The Real Structure of the Market

profitgenerator (68)in #trading • 7 years ago (edited)

I have been working with markets since I know myself, looking at them both from an economics, mathematics or other perspectives, so I have more or less discovered the nature of the market, and how understanding this might be helpful in analyzing and predicting it.

Efficient Market Hypothesis

Now the simplest and most popular theory is the EMH. This says that the market is completely random, meaning unpredictable, and it's essentially just a random walk. So quants are just wasting their times in analyzing the market since it's unpredictable by nature.

Now in my opinion, research and understanding, this is completely false. I'd correct this by saying that it only tends towards efficiency, but it's not efficient all the time, and it might have leaky moments where the price could be completely predictable.
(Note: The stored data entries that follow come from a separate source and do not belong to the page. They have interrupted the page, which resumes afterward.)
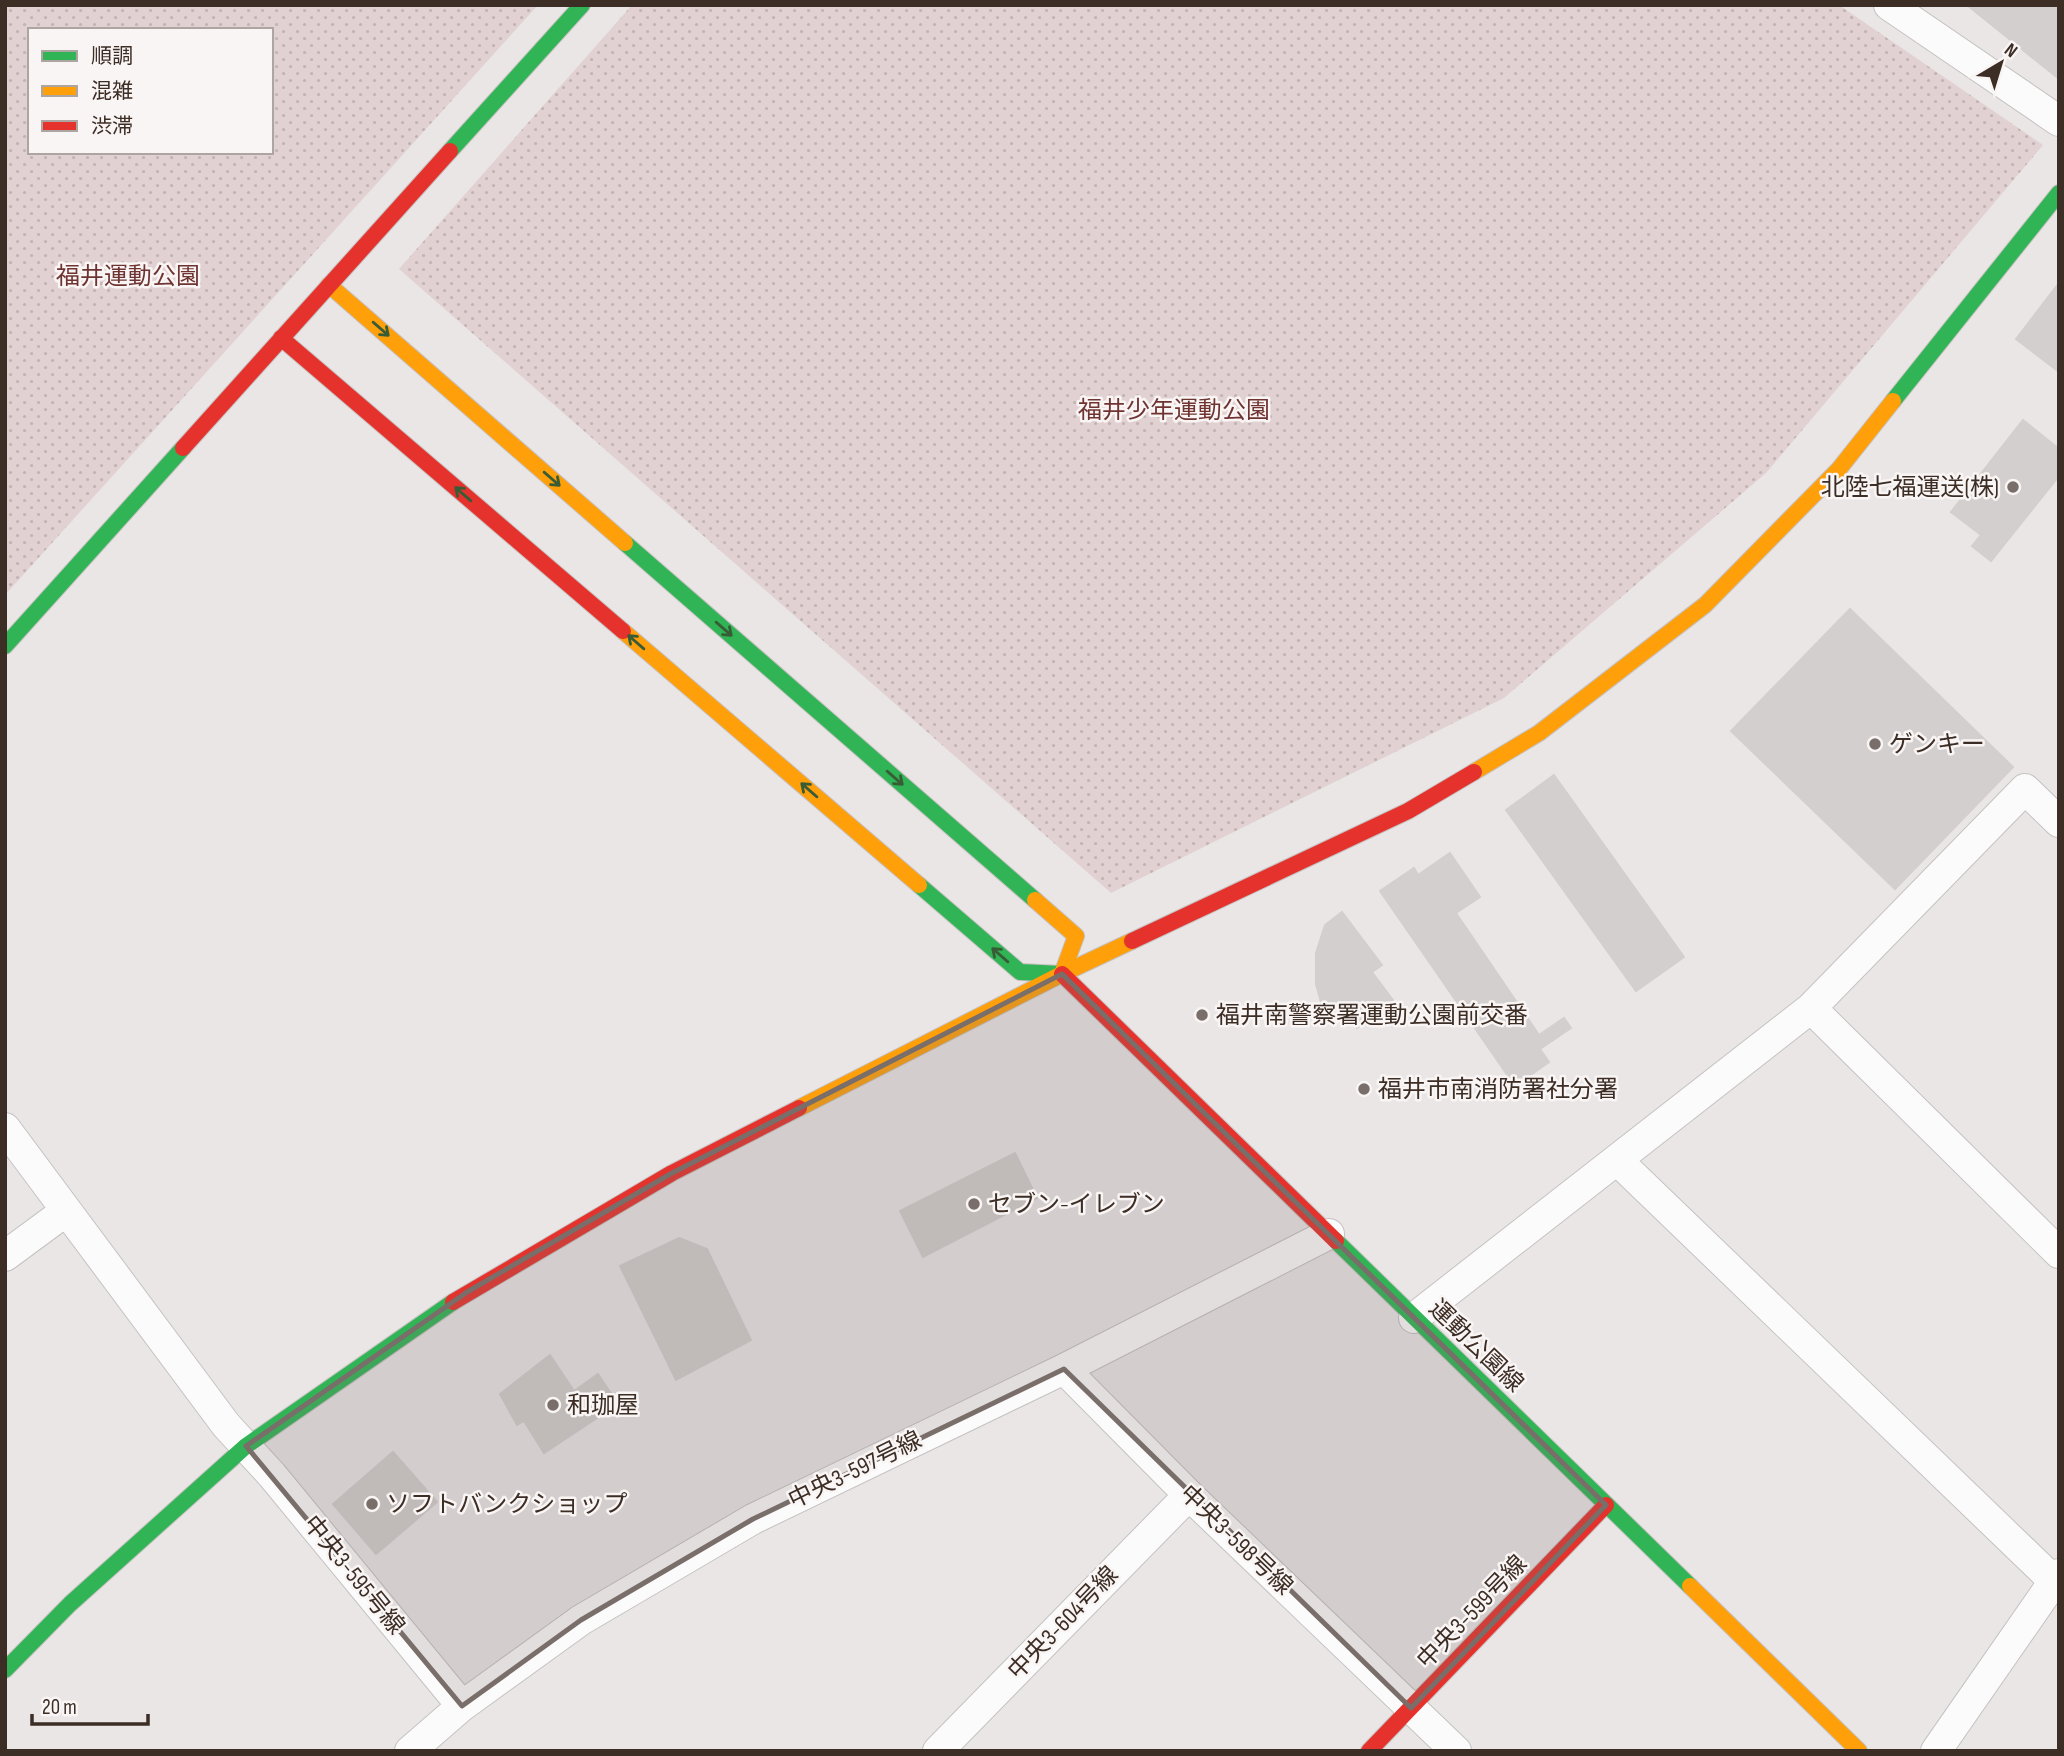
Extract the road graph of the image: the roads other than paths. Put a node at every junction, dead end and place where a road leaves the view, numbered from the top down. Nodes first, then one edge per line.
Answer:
1 (582, 5) edge
2 (1894, 7) edge
3 (2059, 121) edge
4 (2059, 193) edge
5 (329, 285) junction
6 (281, 338) junction
7 (5, 646) edge
8 (2059, 822) edge
9 (1062, 974) junction
10 (1811, 1008) junction
11 (5, 1128) edge
12 (1618, 1161) junction
13 (66, 1211) junction
14 (1329, 1234) junction
15 (2059, 1254) edge
16 (5, 1256) edge
17 (1414, 1318) junction
18 (1063, 1369) junction
19 (246, 1446) junction
20 (1189, 1494) junction
21 (1606, 1505) junction
22 (2057, 1578) edge
23 (5, 1670) edge
24 (462, 1706) junction
25 (1411, 1708) junction
26 (410, 1751) edge
27 (938, 1751) edge
28 (1370, 1751) edge
29 (1456, 1751) edge
30 (1859, 1751) edge
31 (1936, 1751) edge

1 - 5 street
2 - 3 street
4 - 9 street
5 - 6 street
5 -> 9 street
6 - 7 street
9 -> 6 street
8 - 10 street
9 - 14 street, 運動公園線
9 - 19 street
10 - 12 street
10 - 15 street
11 - 13 street, 中央3-595号線
12 - 17 street
12 - 22 street
13 - 16 street
13 - 19 street, 中央3-595号線
14 - 17 street, 運動公園線
14 - 18 street, 中央3-597号線
17 - 21 street, 運動公園線
18 - 20 street, 中央3-598号線
18 - 24 street, 中央3-597号線
19 - 23 street
19 - 24 street, 中央3-595号線
20 - 25 street, 中央3-598号線
20 - 27 street, 中央3-604号線
21 - 25 street, 中央3-599号線
21 - 30 street, 運動公園線
22 - 31 street
24 - 26 street, 中央3-597号線
25 - 28 street, 中央3-599号線
25 - 29 street, 中央3-598号線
Thus efficiency is only a convergence point in the future, but it might never reach it.

Besides there is not perfect efficiency, so there is always a subtle inefficiency that can be exploited in order to predict the market and make money.

Structure of the Market

The market is a heteroskedastic conditional-joint-probability distribution that is a function of time.

Heteroskedastic means that it has a potentially unlimited variance, the variance and the mean is a variable, and it changes in each subset or an undetermined size.
Joint-probability distribution in the sense that it's made up of smaller distributions and conditional meaning that there is some sort of persistent relationship between them, although the price is not autoregressive, I will explain later what I mean by this.
And it's a function of time, since in most probability distributions the order doesn't matter, like in dice rolls. In the market the order does matter.
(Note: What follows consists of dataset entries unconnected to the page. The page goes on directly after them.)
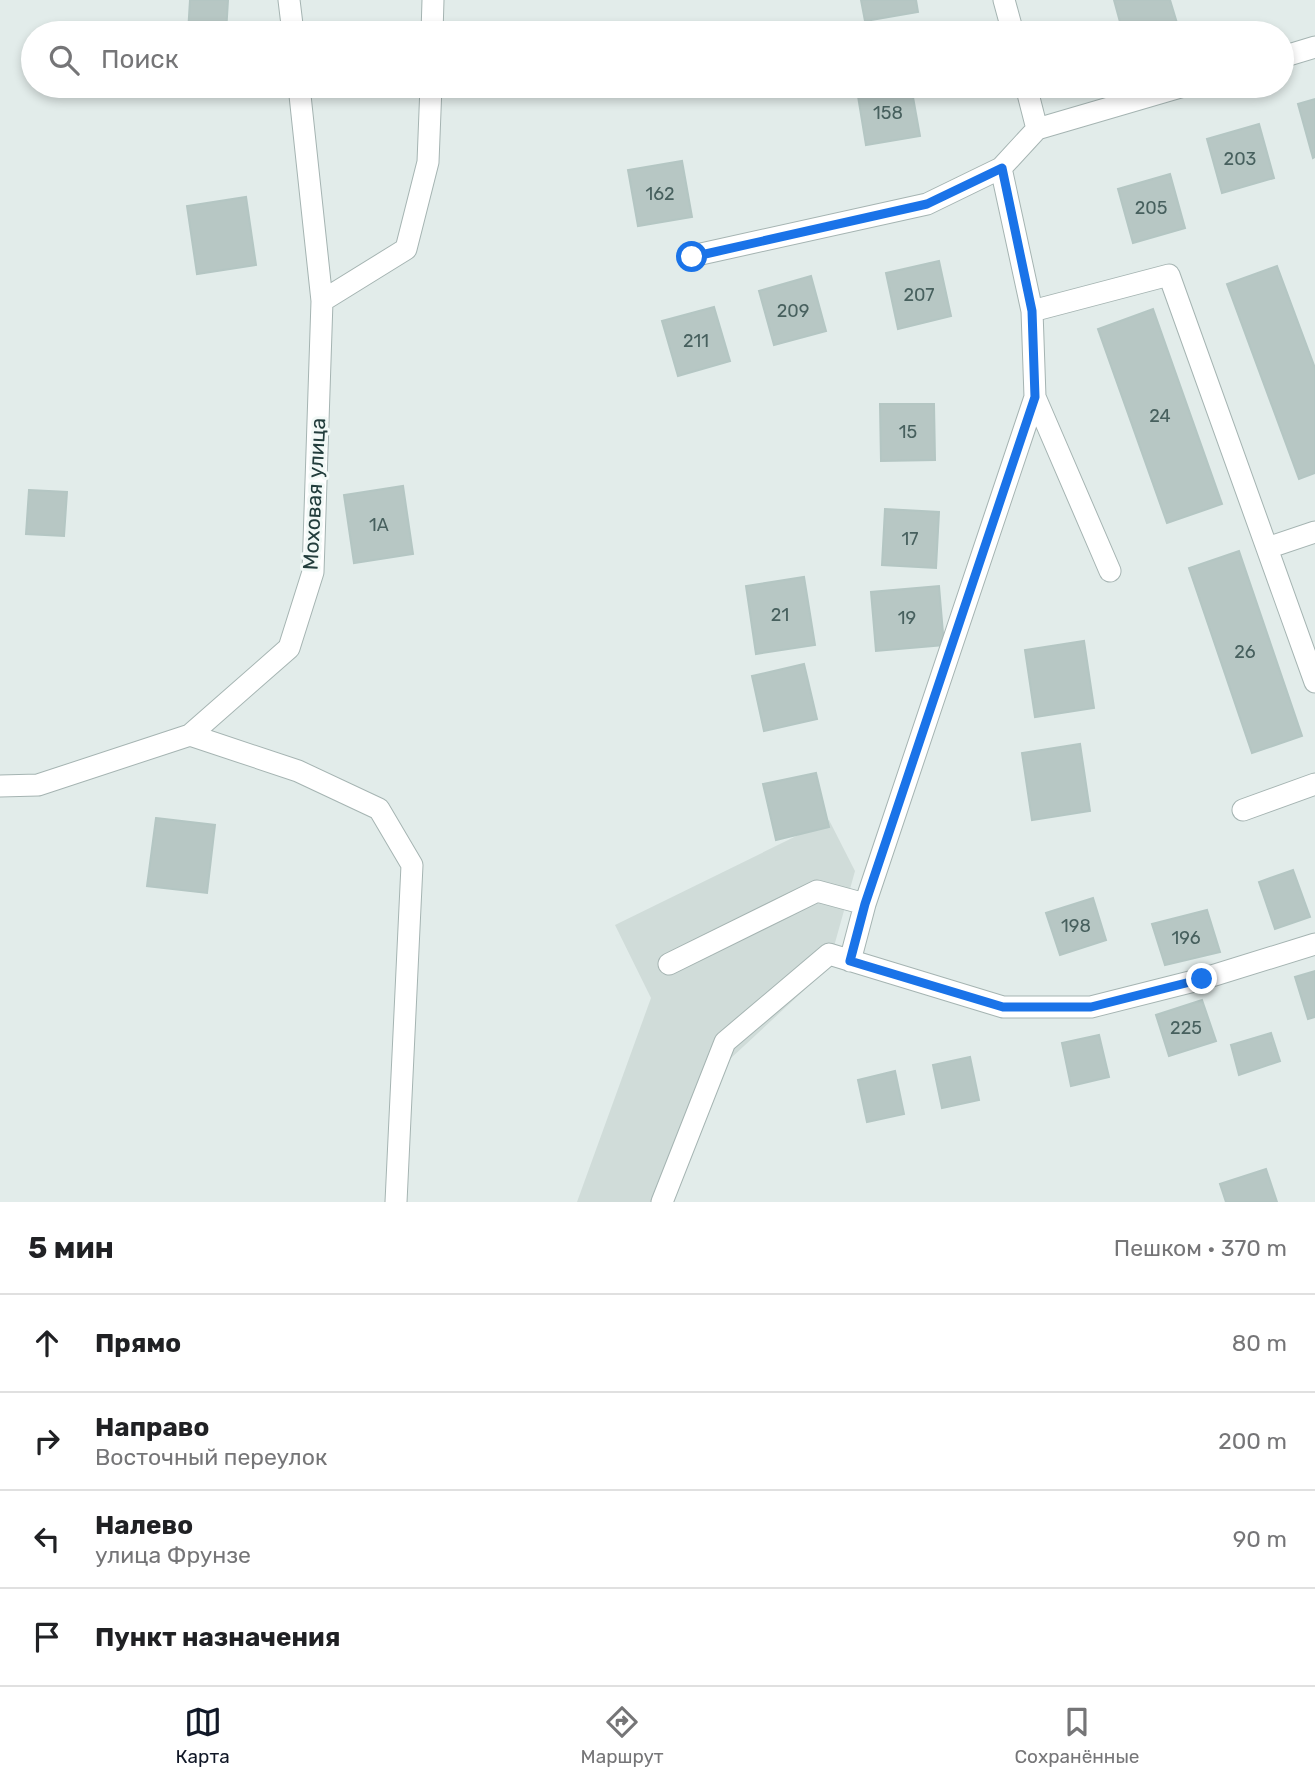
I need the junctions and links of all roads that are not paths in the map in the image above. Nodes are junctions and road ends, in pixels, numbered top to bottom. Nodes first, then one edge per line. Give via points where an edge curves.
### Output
1 (289, 0) edge
2 (433, 0) edge
3 (1004, 0) edge
4 (292, 21) edge
5 (432, 21) edge
6 (1010, 21) edge
7 (1315, 47) edge
8 (1294, 53) edge
9 (300, 98) edge
10 (431, 98) edge
11 (1029, 98) edge
12 (1143, 98) edge
13 (1037, 129) junction
14 (1002, 168) junction
15 (692, 257) dead end
16 (322, 301) junction
17 (1032, 311) junction
18 (1035, 397) junction
19 (1315, 532) edge
20 (1267, 548) junction
21 (1110, 571) dead end
22 (1315, 682) edge
23 (191, 735) junction
24 (1315, 784) edge
25 (0, 786) edge
26 (1243, 810) dead end
27 (865, 904) junction
28 (1315, 944) edge
29 (850, 961) junction
30 (668, 964) dead end
31 (396, 1202) edge
32 (662, 1202) edge

1 - 4 street
2 - 5 street
3 - 6 street
7 - 8 street
9 - 16 street, Моховая улица
10 - 16 street via 428,162 405,249
11 - 13 street
12 - 13 street
13 - 14 street
14 - 15 street via 927,204
14 - 17 street
16 - 23 street, Моховая улица via 313,572 289,648
17 - 18 street
17 - 20 street via 1169,275
18 - 21 street
18 - 27 street
19 - 20 street
20 - 22 street
23 - 25 street, Моховая улица via 38,785
23 - 31 street via 298,771 379,808 412,865
24 - 26 street
27 - 29 street
27 - 30 street via 817,891
28 - 29 street via 1091,1007 1003,1007
29 - 32 street via 829,954 725,1042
So it's a time-series. A non-stationary, non-seasonal, non-regressive time series.

Non stationary means that the varance is unbound and the mean is a variable, thus it has a unit root that can be analyzed. All trending series are non-stationary, but not all non-stationary series are trending. The EUR/USD is non-stationary, but it can go both ways, while the Stock Market mostly trends up. Both are non-stationary but only the Stock market is trending.
It can't be seasonal, that would be a huge inefficiency that high-frequency-traders would exploit instantly. So seasonality can be forgotten.
It's also non-regressive if we look at it from the surface with ACF and PACF tools, but there might be another relationship.

Now let's analyze each point one by one:

Autocorrelation

It would be good if the market would be autocorrelated, since then we could just guess the next value from the previous value, but it’s not as simple as that. The ACF and PACF tools show very tiny autocorrelation between datapoints on any market. Even a volatile one like cryptocurrencies. Now this doesn’t mean that there is no relationship between the elements, it’s just that either it’s below the treshold level or it’s obfuscated well.

Think of the market as the output of the information, the input is obfuscated in plain sight, cracking that can lead to an edge but it might be hard to crack it.

For example the motives of large players that move the market might be obvious, it’s just that it’s not quantitatively imbued into the price. You might need external regressors to imbue it into your information set.

Think of it like this let’s say I say the word:
Johnny

This word is a time series of letters as I pronounce it out loudly, since it only makes sense if the letters are in order and the previous letters depend on eachother.

You can guess the word after the letter h and more likely after n, but it’s uncertain after o, it might be Job or Jockey.

Now the same way the market is arranged, except that we only see the obfuscated output of it, like if it were to go through a hash function. The hash of Johnny is 71680c71b244a1b88784e2890016fdb12617d35f20c01d02b25d6861304cff99.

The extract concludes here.